Séisme dans le petit monde de la musique contemporaine : la Villa Médicis s'ouvre à deux artistes de la musique non-"savante", la chanteuse pop Claire Diterzi et le flûtiste de jazz Magic Malik. Une pétition circule pour s'y opposer.
AFP - L'Académie de France à Rome doit-elle accueillir comme pensionnaires des interprètes de musiques actuelles ? L'arrivée annoncée à la Villa Médicis de la chanteuse pop Claire Diterzi et du jazzman Magic Malik suscite des remous dans le milieu de la musique contemporaine.
Des compositeurs ont lancé une pétition sur internet (musiques-en-vrac.blogspot.com) pour protester contre cette première dans l'histoire de l'institution, révèle le quotidien Le Monde daté de vendredi.
Cette lettre ouverte au ministre de la Culture Frédéric Mitterrand et au directeur de la Villa Médicis Eric de Chassey avait été signée jeudi par plus de 600 personnes, dont les compositeurs Franck Bedrossian, Edith Canat de Chizy, Peter Eötvös, Jonathan Harvey, François-Bernard Mâche et Tristan Murail.
Les signataires estiment que les musiques actuelles, "plus populaires, touchent un public déjà nombreux et jouissent d’une médiatisation plus large que la nôtre".
"Notre réaction est un mélange de colère et d’inquiétude.
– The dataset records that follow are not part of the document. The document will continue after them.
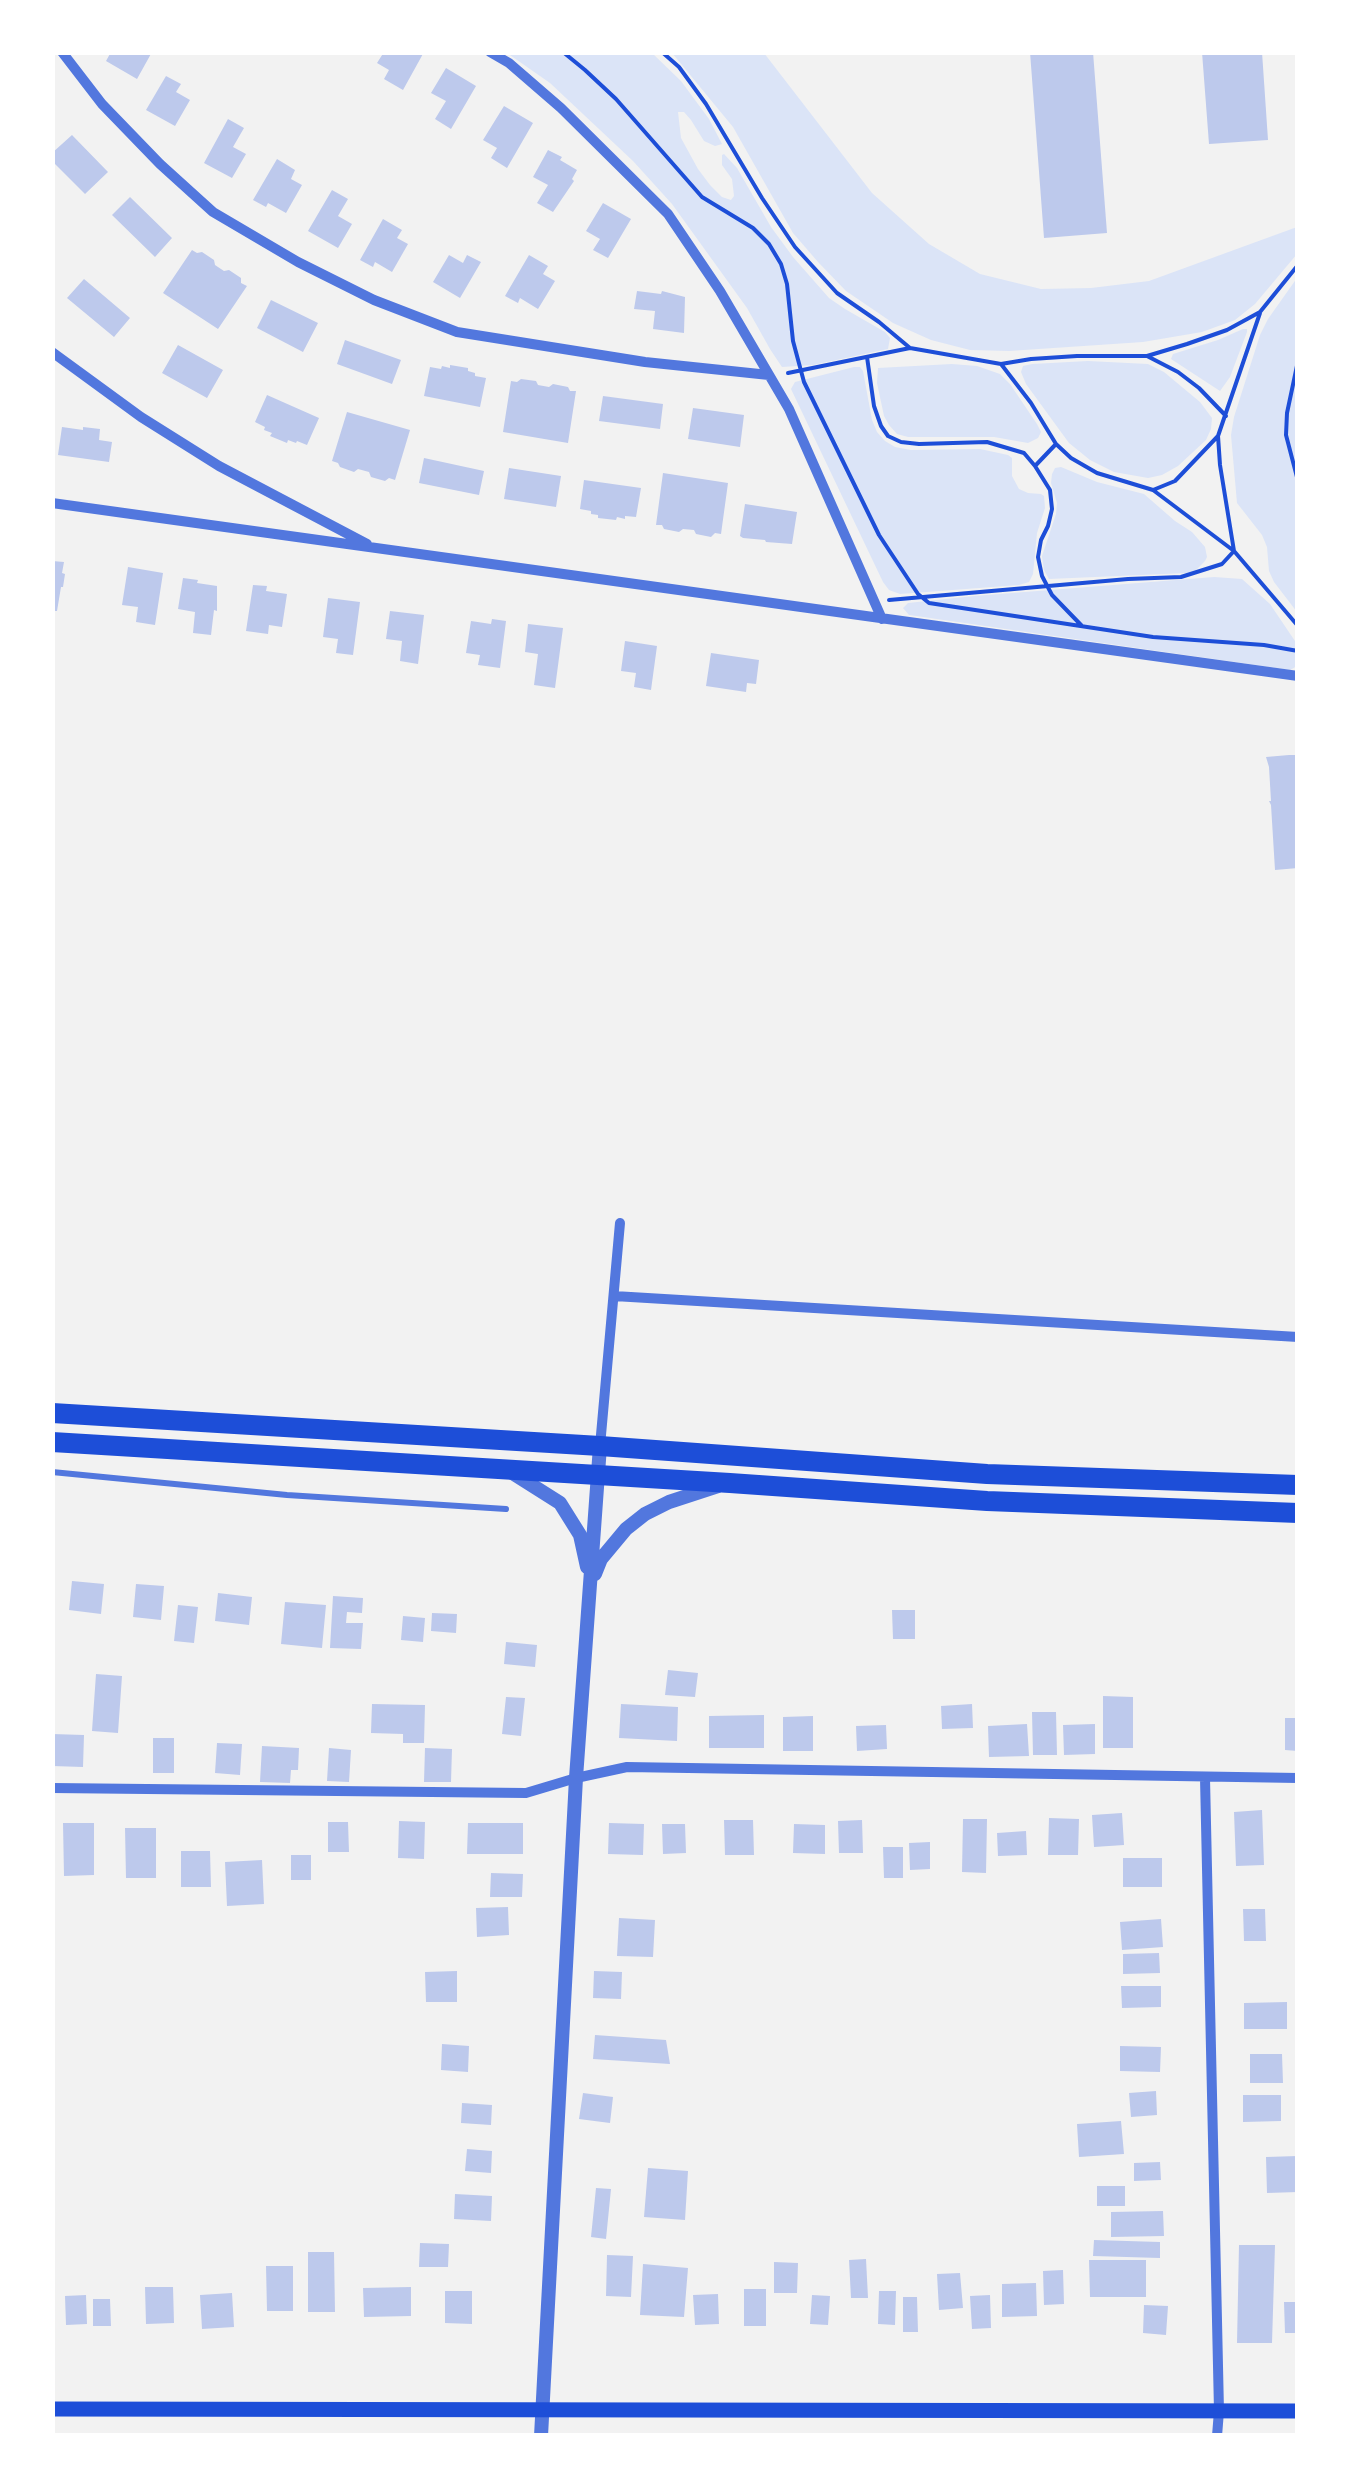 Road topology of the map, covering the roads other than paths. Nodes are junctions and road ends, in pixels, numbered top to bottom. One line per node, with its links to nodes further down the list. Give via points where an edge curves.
1 (62, 52): 4 (street, via 102,104 213,212 374,300 458,332)
2 (490, 52): 4 (street, via 561,108 668,214)
3 (52, 352): 6 (street, via 220,466)
4 (769, 375): 7 (street)
5 (52, 503): 6 (street)
6 (375, 548): 7 (street)
7 (882, 619): 8 (street)
8 (1298, 676)
9 (620, 1224): 10 (street)
10 (614, 1296): 11 (street); 14 (street)
11 (1298, 1337)
12 (52, 1413): 14 (highway)
13 (52, 1442): 15 (highway)
14 (600, 1446): 17 (street); 19 (highway, via 987,1474)
15 (506, 1469): 17 (highway); 22 (street, via 560,1503 580,1535)
16 (52, 1472): 20 (lane)
17 (598, 1475): 18 (highway); 22 (street)
18 (730, 1483): 21 (highway); 22 (street, via 645,1514 601,1559)
19 (1298, 1485)
20 (506, 1509)
21 (1298, 1513)
22 (591, 1584): 23 (street)
23 (576, 1778): 24 (street, via 626,1767); 26 (street, via 526,1793); 30 (street)
24 (1205, 1778): 25 (street); 28 (street)
25 (1298, 1778)
26 (52, 1788)
27 (52, 2410): 30 (main road)
28 (1219, 2411): 29 (main road); 30 (main road); 32 (street)
29 (1298, 2411)
30 (543, 2412): 31 (street)
31 (541, 2436)
32 (1218, 2436)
Car il nous semble évident que ce que d'aucuns nommeront une +ouverture+ n’est que l'expression d'un désintérêt pour l'art non directement rentable au profit d'une production artistique qui, séduisante par essence, a la faculté de mettre tout le monde d'accord sans aucun effort", poursuit le texte.
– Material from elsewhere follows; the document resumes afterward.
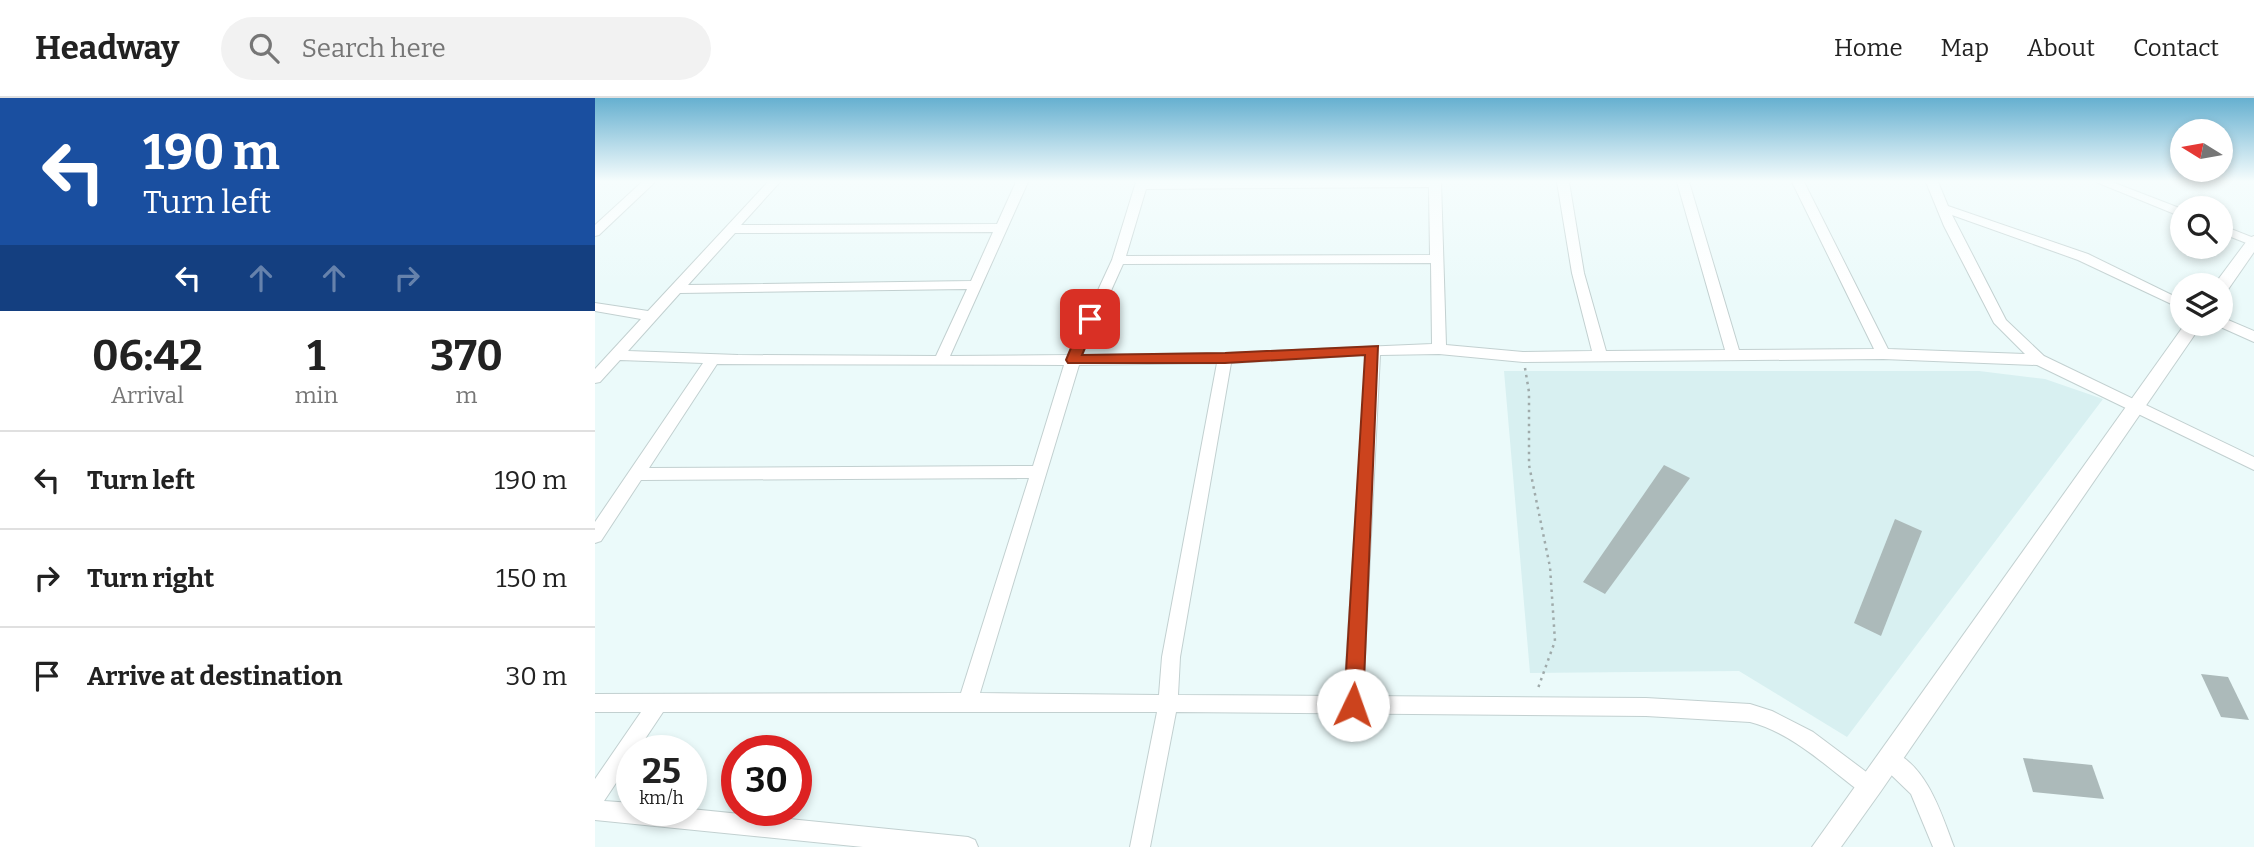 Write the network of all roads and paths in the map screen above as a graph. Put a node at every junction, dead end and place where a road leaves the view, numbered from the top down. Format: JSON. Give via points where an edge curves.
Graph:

Le réseau Futurs Composés, qui regroupe des structures et festivals de musique contemporaine, a pour sa part pris ses distances avec "un débat de chapelle qui pourrait laisser penser que les acquis des uns se font au détriment des avantages des autres".
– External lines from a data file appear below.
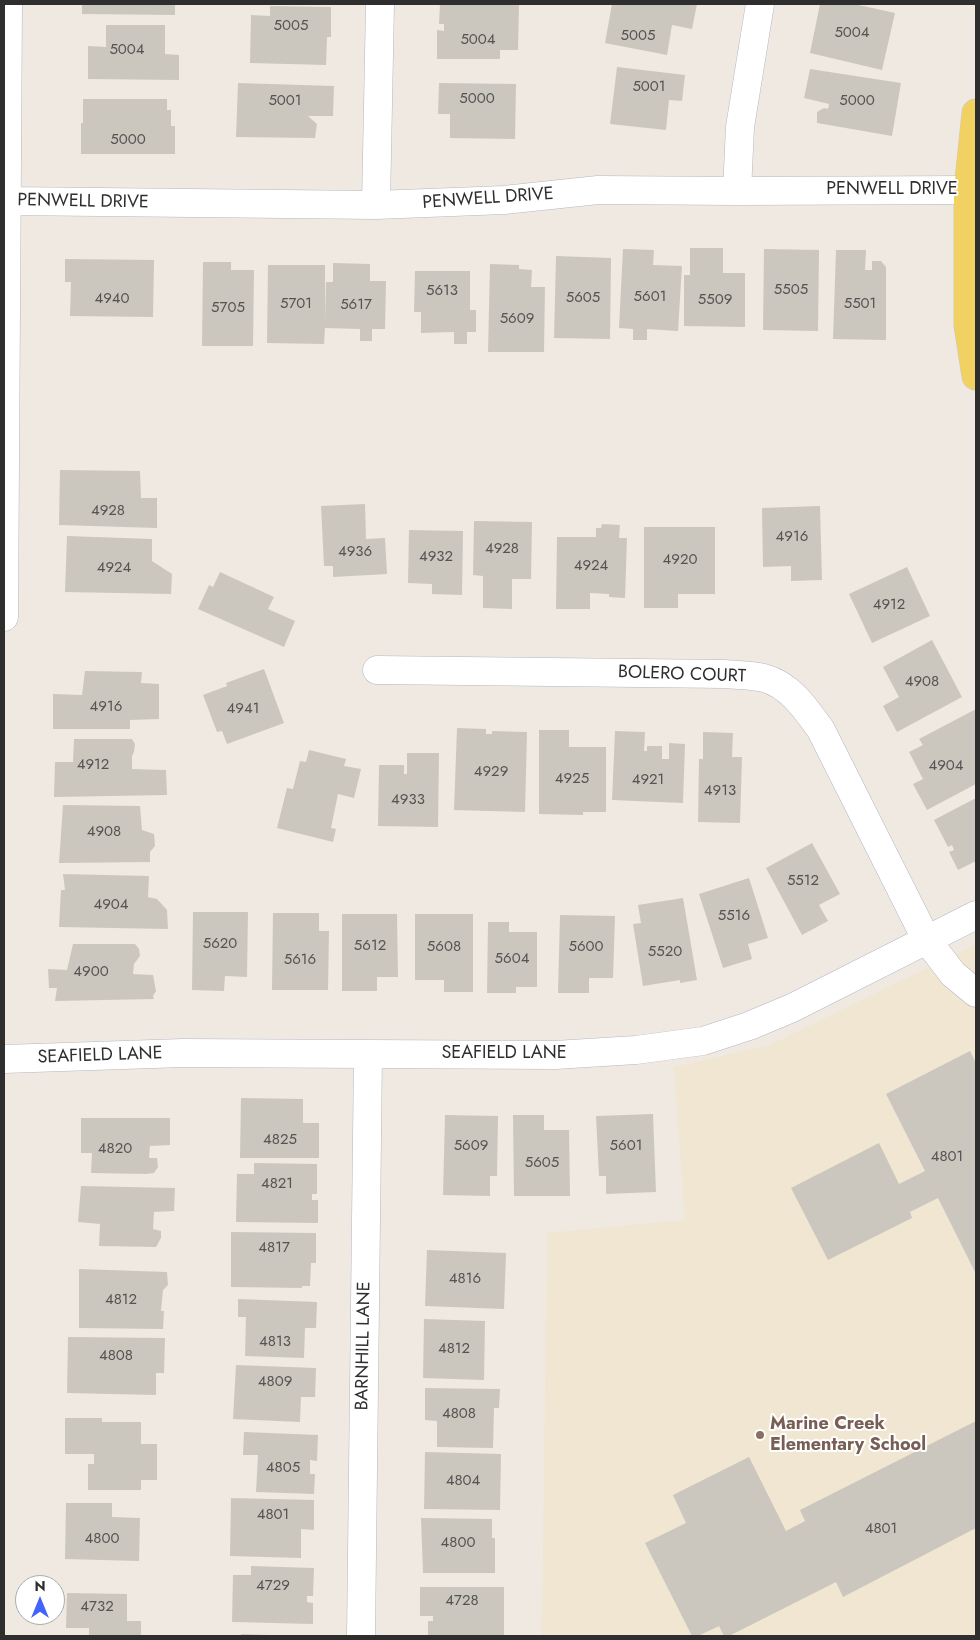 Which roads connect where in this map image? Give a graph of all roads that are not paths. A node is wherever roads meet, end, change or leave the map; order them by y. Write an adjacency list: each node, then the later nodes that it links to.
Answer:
1 (8, 4): 7 (street)
2 (380, 4): 8 (street)
3 (760, 4): 6 (street)
4 (976, 113): 5 (main road)
5 (968, 190): 6 (street, PENWELL DRIVE); 9 (main road)
6 (737, 192): 8 (street, PENWELL DRIVE)
7 (7, 201): 8 (street, PENWELL DRIVE); 10 (street)
8 (376, 205)
9 (976, 376)
10 (4, 468): 11 (street)
11 (4, 617)
12 (377, 670): 14 (street, BOLERO COURT)
13 (976, 915): 14 (street, SEAFIELD LANE)
14 (926, 940): 15 (street, BOLERO COURT); 16 (street, SEAFIELD LANE)
15 (976, 993)
16 (368, 1055): 17 (street, SEAFIELD LANE); 18 (street, BARNHILL LANE)
17 (4, 1059)
18 (361, 1636)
"N'oublions pas l'assèchement grave du financement des politiques éducatives et toutes les amputations budgétaires qui fragilisent la création", a souligné le réseau dans un communiqué intitulé "la création musicale est en danger, ne la divisons pas".
Avec son prix de Rome, la Villa Médicis a consacré de nombreux compositeurs à partir de 1803, dont Berlioz, Bizet, Gounod ou Debussy. L'Académie a supprimé son concours de composition en 1968 tout en continuant d'accueillir des compositeurs en qualité de pensionnaires, généralement pour deux ans.
Nommé en septembre 2009 en remplacement de Frédéric Mitterrand, Eric de Chassey avait exprimé son souhait d'instaurer plus de "diversité" parmi les pensionnaires, de "désenclaver les disciplines" et de "dépasser les chapelles".